Growing up in rural Ireland, I had a very sheltered upbringing. From the day I entered university some 13 years earlier, I had an insatiable hunger for experiences and people. Eating them up everywhere I went, often meaning I too got eaten up and didn’t always show up for myself how I would have liked. I was hedonistic, self-destructive and insecure.
Fast forward to my early 30’s and, while I had ‘calmed my farm’ as the Aussies say, I was a relatively new recruit to the Southern Hemisphere, having relocated to Melbourne. Living on the opposite side of the world where no one knew me was a rebirth. All the best and worst parts of me bundled together, trying to navigate my way through this extremely out, gay world I was now living in.
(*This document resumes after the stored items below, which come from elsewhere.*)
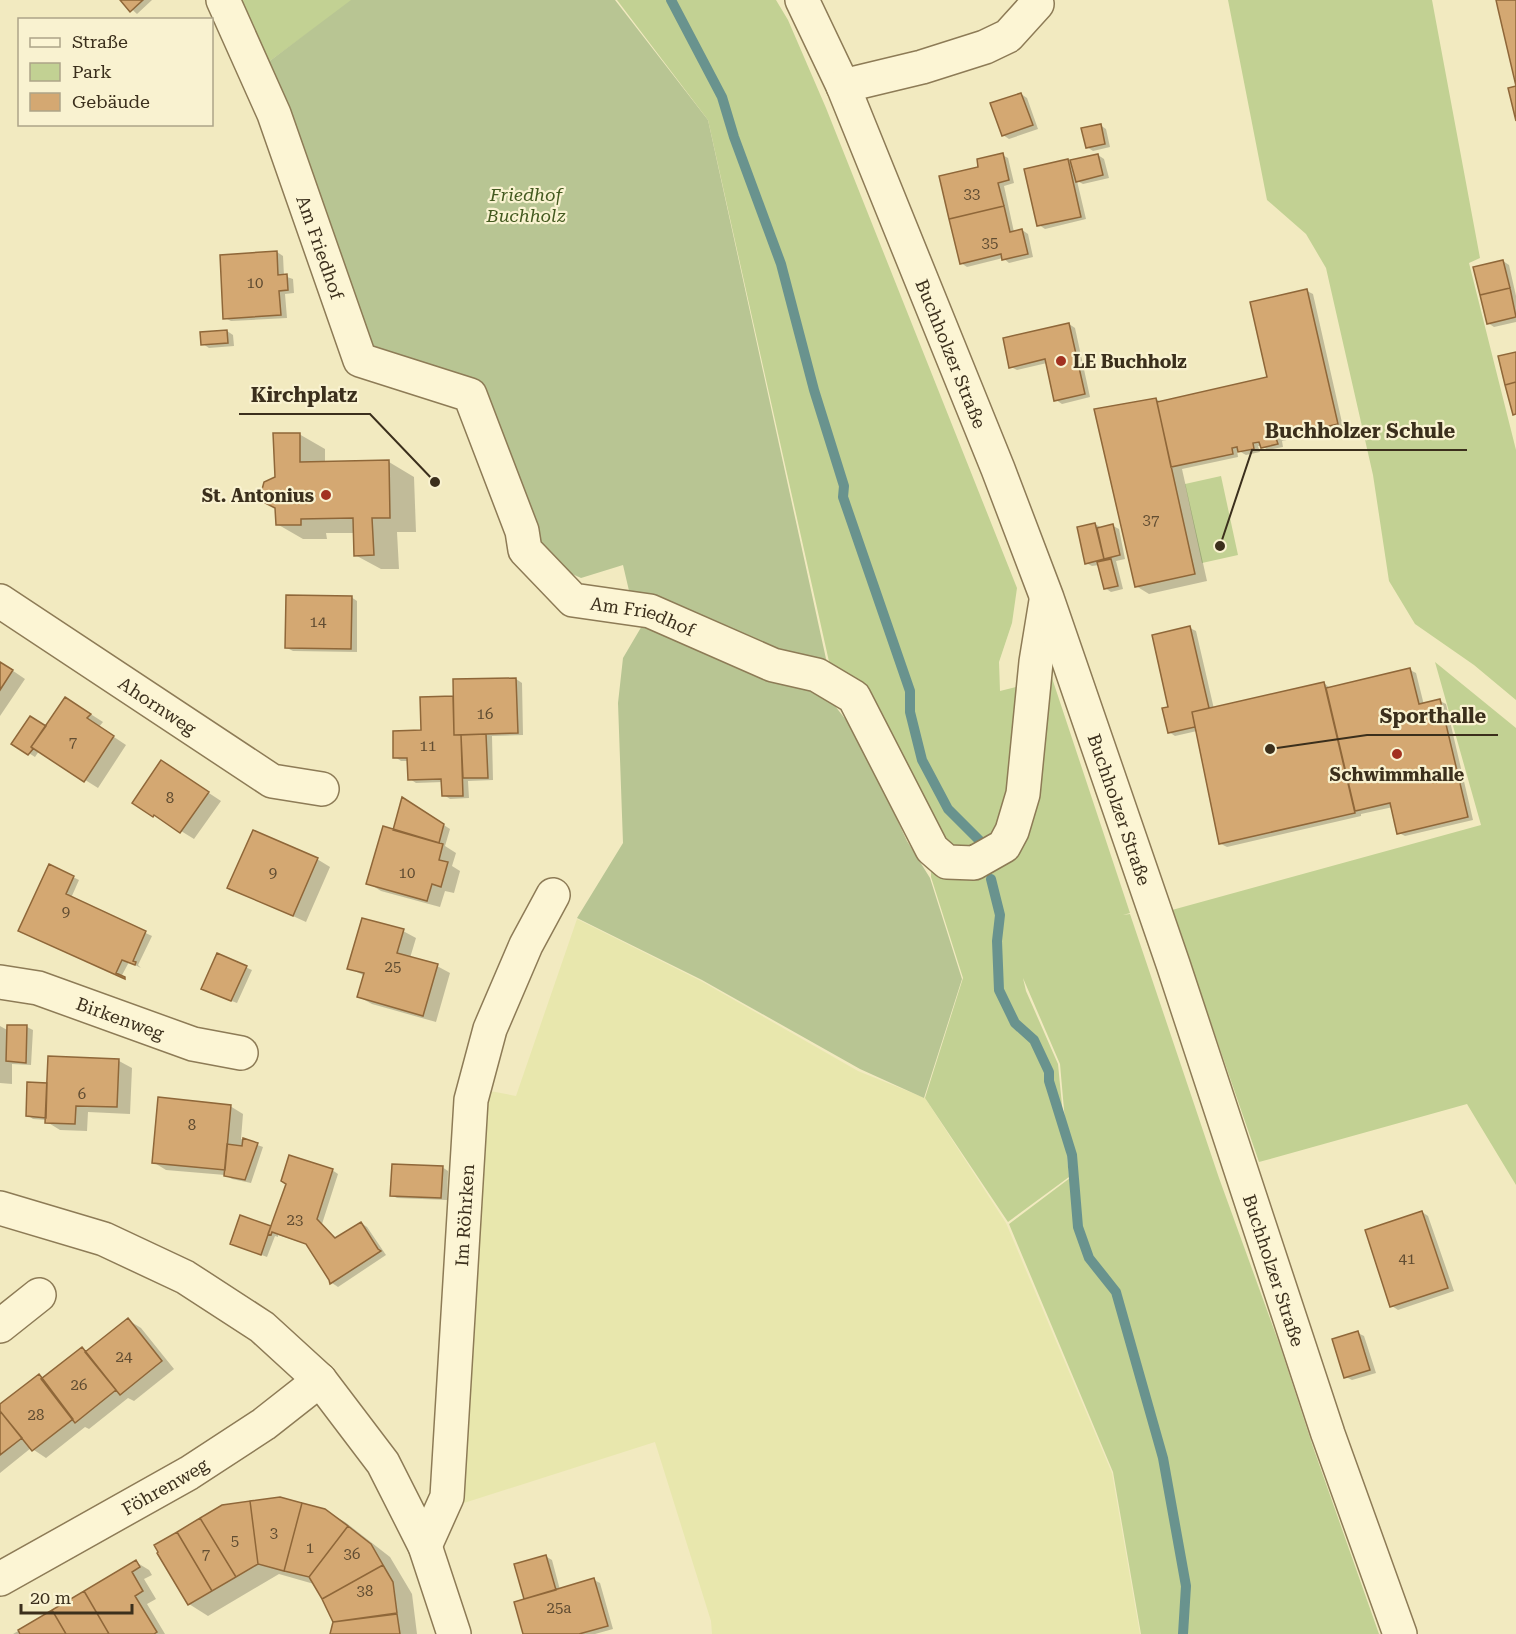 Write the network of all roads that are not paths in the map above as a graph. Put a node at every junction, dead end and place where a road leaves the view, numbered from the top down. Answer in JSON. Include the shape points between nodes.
{"nodes":[{"id":1,"x":223,"y":0,"type":"edge"},
{"id":2,"x":802,"y":0,"type":"edge"},
{"id":3,"x":1037,"y":4,"type":"dead end"},
{"id":4,"x":843,"y":86,"type":"junction"},
{"id":5,"x":1047,"y":598,"type":"junction"},
{"id":6,"x":0,"y":601,"type":"edge"},
{"id":7,"x":322,"y":789,"type":"dead end"},
{"id":8,"x":553,"y":895,"type":"dead end"},
{"id":9,"x":0,"y":982,"type":"edge"},
{"id":10,"x":241,"y":1053,"type":"dead end"},
{"id":11,"x":0,"y":1209,"type":"edge"},
{"id":12,"x":39,"y":1295,"type":"dead end"},
{"id":13,"x":0,"y":1326,"type":"edge"},
{"id":14,"x":320,"y":1380,"type":"junction"},
{"id":15,"x":425,"y":1546,"type":"junction"},
{"id":16,"x":0,"y":1579,"type":"edge"},
{"id":17,"x":454,"y":1634,"type":"edge"},
{"id":18,"x":1400,"y":1634,"type":"edge"}],
"edges":[{"from":1,"to":5,"type":"street","name":"Am Friedhof","via":[[274,114],[360,360],[470,395],[522,531],[525,550],[573,600],[650,611],[773,665],[817,675],[854,697],[932,849],[947,862],[974,863],[1004,846],[1012,831],[1023,794],[1036,662]]},
{"from":2,"to":4,"type":"street","name":"Buchholzer Straße"},
{"from":3,"to":4,"type":"street","via":[[1008,36],[993,43],[922,67]]},
{"from":4,"to":5,"type":"street","name":"Buchholzer Straße"},
{"from":5,"to":18,"type":"street","name":"Buchholzer Straße","via":[[1328,1434]]},
{"from":6,"to":7,"type":"street","name":"Ahornweg","via":[[272,781]]},
{"from":8,"to":15,"type":"street","name":"Im Röhrken","via":[[526,945],[490,1029],[471,1100],[447,1497]]},
{"from":9,"to":10,"type":"street","name":"Birkenweg","via":[[38,988],[193,1044]]},
{"from":11,"to":14,"type":"street","via":[[104,1239],[185,1277],[262,1327]]},
{"from":12,"to":13,"type":"street"},
{"from":14,"to":15,"type":"street","via":[[383,1463]]},
{"from":14,"to":16,"type":"street","name":"Föhrenweg","via":[[264,1424],[189,1473]]},
{"from":15,"to":17,"type":"street"}]}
It was a revelation.
So many shifting parts of me. So many shifting situations and suddenly I found myself shifting the hottest woman I had ever seen. Even more suddenly, we found ourselves living together.
Everything had changed for me. I fell deeply in love with her, just as I had fallen in love with my new-found queer identity. I could only focus on all the things I had now that were so different from the heterosexual life I had lived before. I felt for the first time in my adult life like I really knew myself and that I’d successfully vanquished the previous versions of Val. All of the things I had longed for suddenly existed: passion, understanding, yearning, depth of love. She was everything I wanted in a person, at that moment.
It’s funny how something that feels so right can suddenly and confusingly become so wrong. We moved in together after nine months, but within one month, my dream house had become my waking nightmare.
Her work day was my reprieve. The sound of her sleeping was my moment to breathe. Every word I said took on a meaning I did not intend. Every action, no matter how small, was misconstrued, soaked up and flung back at me in all manner of ways. The list of Permitted Friends slowly grew shorter. My sister came to visit and said she didn’t know who I was. I didn’t know what I was becoming.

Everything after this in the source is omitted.